→ Task prompt
Whenever a line below includes the word "their", copy that line.
--- Input data ---
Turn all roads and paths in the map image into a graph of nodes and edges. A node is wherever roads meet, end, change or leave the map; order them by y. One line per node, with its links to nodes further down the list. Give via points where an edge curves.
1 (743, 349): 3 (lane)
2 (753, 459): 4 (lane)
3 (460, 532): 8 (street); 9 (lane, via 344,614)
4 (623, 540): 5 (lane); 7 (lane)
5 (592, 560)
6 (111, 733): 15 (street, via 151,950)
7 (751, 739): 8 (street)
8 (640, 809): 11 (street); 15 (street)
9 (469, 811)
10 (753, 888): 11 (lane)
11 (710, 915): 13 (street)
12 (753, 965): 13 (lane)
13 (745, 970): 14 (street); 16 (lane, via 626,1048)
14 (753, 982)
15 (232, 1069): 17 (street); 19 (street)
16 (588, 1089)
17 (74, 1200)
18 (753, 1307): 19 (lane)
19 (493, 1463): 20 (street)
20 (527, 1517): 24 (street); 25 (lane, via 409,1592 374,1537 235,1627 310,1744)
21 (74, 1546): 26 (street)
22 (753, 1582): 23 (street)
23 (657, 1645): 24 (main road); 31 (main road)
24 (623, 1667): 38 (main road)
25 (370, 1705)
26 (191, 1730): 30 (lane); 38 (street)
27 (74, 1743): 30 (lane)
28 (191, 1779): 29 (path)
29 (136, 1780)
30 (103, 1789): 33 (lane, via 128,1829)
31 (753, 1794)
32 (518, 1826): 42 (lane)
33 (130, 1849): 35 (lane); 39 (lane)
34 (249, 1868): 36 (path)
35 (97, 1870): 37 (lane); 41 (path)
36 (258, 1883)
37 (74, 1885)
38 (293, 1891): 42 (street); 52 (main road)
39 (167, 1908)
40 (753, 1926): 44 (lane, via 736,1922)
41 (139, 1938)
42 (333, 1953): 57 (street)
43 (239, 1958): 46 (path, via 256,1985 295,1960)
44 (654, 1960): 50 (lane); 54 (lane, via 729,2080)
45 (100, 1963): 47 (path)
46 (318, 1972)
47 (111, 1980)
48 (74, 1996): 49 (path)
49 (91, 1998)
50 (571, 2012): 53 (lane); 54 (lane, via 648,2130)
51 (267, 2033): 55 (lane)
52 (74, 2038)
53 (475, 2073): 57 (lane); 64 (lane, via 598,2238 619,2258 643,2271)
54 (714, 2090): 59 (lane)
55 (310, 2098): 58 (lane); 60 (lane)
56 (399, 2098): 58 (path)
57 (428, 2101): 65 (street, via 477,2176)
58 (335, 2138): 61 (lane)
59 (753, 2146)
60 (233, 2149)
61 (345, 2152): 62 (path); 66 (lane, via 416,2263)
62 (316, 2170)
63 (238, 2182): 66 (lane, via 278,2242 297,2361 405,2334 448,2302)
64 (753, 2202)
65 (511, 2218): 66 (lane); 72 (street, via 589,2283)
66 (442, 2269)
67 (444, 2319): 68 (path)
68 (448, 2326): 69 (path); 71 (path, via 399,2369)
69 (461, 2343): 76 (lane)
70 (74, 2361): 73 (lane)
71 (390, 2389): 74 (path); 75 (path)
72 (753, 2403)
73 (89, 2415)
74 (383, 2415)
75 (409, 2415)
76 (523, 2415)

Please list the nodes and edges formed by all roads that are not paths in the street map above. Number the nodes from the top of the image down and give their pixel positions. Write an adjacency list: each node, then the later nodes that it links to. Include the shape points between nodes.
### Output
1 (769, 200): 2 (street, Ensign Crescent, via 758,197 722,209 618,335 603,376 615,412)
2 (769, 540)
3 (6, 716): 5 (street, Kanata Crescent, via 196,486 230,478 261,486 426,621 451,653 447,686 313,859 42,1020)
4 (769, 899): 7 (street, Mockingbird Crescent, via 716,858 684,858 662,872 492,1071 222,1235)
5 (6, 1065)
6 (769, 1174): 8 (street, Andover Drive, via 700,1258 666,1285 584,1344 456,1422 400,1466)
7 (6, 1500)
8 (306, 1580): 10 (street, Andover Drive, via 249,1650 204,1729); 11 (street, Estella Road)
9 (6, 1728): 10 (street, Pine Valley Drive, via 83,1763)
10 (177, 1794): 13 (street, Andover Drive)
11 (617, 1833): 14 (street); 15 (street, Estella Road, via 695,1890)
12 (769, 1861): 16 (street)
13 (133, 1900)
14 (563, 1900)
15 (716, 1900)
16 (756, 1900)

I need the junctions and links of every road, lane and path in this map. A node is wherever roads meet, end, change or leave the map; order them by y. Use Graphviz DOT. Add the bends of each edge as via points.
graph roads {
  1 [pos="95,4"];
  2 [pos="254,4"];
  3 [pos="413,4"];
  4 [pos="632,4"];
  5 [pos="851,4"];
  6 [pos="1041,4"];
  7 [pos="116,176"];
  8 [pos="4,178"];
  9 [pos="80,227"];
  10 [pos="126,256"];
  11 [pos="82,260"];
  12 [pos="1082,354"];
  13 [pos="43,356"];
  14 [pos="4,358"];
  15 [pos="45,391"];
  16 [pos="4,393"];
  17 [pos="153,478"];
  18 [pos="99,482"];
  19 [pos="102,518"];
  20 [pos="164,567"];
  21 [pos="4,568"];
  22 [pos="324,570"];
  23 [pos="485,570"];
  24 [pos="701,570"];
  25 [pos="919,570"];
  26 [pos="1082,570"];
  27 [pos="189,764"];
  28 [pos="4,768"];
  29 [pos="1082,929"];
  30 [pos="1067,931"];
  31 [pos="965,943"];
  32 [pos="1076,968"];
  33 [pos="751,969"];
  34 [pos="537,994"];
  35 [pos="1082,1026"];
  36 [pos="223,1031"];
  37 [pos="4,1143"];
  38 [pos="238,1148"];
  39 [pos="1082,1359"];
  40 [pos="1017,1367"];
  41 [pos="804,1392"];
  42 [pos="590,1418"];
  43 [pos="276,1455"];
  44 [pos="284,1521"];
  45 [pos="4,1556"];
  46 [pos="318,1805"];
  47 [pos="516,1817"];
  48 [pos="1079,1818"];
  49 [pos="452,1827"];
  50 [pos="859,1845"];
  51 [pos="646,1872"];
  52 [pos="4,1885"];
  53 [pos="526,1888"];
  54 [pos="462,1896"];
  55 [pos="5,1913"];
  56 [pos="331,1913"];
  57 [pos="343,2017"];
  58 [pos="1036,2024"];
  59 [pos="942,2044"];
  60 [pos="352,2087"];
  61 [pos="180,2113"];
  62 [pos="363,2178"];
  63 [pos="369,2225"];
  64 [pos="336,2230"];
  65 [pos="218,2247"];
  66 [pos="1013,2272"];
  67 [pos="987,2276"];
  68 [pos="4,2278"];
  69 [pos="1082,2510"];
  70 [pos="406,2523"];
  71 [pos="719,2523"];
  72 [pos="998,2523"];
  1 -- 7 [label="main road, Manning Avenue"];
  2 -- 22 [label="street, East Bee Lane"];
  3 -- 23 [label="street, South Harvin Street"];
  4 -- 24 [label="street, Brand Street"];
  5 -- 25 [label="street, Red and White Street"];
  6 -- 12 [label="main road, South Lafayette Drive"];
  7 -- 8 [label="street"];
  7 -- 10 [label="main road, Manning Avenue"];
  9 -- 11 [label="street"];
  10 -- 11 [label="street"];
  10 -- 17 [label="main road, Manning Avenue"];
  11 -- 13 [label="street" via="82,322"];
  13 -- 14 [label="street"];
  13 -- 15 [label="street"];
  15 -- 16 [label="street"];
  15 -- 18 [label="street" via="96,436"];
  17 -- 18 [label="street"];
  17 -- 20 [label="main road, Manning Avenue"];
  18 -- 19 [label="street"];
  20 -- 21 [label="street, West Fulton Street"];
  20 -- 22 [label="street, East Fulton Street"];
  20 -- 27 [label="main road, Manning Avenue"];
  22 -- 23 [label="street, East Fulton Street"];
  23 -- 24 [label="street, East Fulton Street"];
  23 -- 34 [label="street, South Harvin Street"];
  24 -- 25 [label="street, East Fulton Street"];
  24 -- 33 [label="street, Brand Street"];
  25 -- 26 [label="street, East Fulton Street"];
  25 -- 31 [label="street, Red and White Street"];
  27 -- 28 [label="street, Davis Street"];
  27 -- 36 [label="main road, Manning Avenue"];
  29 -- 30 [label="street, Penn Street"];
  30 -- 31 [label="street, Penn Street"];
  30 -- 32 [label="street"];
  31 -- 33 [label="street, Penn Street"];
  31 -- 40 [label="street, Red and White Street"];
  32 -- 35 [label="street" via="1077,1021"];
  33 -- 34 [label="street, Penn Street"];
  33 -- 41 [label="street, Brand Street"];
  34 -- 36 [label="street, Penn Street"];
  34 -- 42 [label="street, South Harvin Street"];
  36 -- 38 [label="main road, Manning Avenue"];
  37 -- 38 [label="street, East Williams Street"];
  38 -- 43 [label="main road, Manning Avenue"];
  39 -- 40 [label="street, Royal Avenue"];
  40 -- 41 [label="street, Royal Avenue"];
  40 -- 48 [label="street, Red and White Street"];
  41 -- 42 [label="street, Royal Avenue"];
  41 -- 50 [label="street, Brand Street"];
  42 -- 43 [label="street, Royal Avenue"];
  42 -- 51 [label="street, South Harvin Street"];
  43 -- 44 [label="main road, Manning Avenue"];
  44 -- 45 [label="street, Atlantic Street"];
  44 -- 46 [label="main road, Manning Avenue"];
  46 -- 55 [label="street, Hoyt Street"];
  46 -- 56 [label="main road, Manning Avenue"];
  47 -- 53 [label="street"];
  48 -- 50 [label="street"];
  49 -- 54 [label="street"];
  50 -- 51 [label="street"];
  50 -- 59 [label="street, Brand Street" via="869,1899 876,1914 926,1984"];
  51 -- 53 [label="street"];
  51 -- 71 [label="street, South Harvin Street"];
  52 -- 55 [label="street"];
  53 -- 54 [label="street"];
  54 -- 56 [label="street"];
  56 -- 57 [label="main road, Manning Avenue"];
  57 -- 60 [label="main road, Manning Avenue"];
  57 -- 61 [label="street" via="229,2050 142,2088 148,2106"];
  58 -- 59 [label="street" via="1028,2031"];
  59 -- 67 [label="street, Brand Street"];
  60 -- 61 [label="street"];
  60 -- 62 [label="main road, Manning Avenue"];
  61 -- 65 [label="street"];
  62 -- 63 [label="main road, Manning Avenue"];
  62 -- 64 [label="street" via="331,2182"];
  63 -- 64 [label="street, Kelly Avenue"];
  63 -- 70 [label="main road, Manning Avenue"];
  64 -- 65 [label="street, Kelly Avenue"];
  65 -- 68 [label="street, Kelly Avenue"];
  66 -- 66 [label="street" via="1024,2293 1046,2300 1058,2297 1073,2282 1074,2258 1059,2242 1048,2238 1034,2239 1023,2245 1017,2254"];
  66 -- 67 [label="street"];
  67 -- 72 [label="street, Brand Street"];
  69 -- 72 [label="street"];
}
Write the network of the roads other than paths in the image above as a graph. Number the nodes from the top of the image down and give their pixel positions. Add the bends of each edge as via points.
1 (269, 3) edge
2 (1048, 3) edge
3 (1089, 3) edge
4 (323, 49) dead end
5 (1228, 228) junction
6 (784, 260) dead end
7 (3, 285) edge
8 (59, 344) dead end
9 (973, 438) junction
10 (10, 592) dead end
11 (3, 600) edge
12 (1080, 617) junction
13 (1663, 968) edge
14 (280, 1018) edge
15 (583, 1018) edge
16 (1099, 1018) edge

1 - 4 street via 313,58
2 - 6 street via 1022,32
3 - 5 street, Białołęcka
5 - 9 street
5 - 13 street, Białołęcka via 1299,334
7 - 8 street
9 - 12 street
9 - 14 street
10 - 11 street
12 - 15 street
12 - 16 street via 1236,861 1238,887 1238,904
---
→ Response below
Please list the nodes and edges formed by all roads that are not paths in the street map above. Number the nodes from the top of the image down and give their pixel positions. Write an adjacency list: each node, then the later nodes that it links to. Include the shape points between nodes.
Write the network of the roads other than paths in the image above as a graph. Number the nodes from the top of the image down and give their pixel positions. Add the bends of each edge as via points.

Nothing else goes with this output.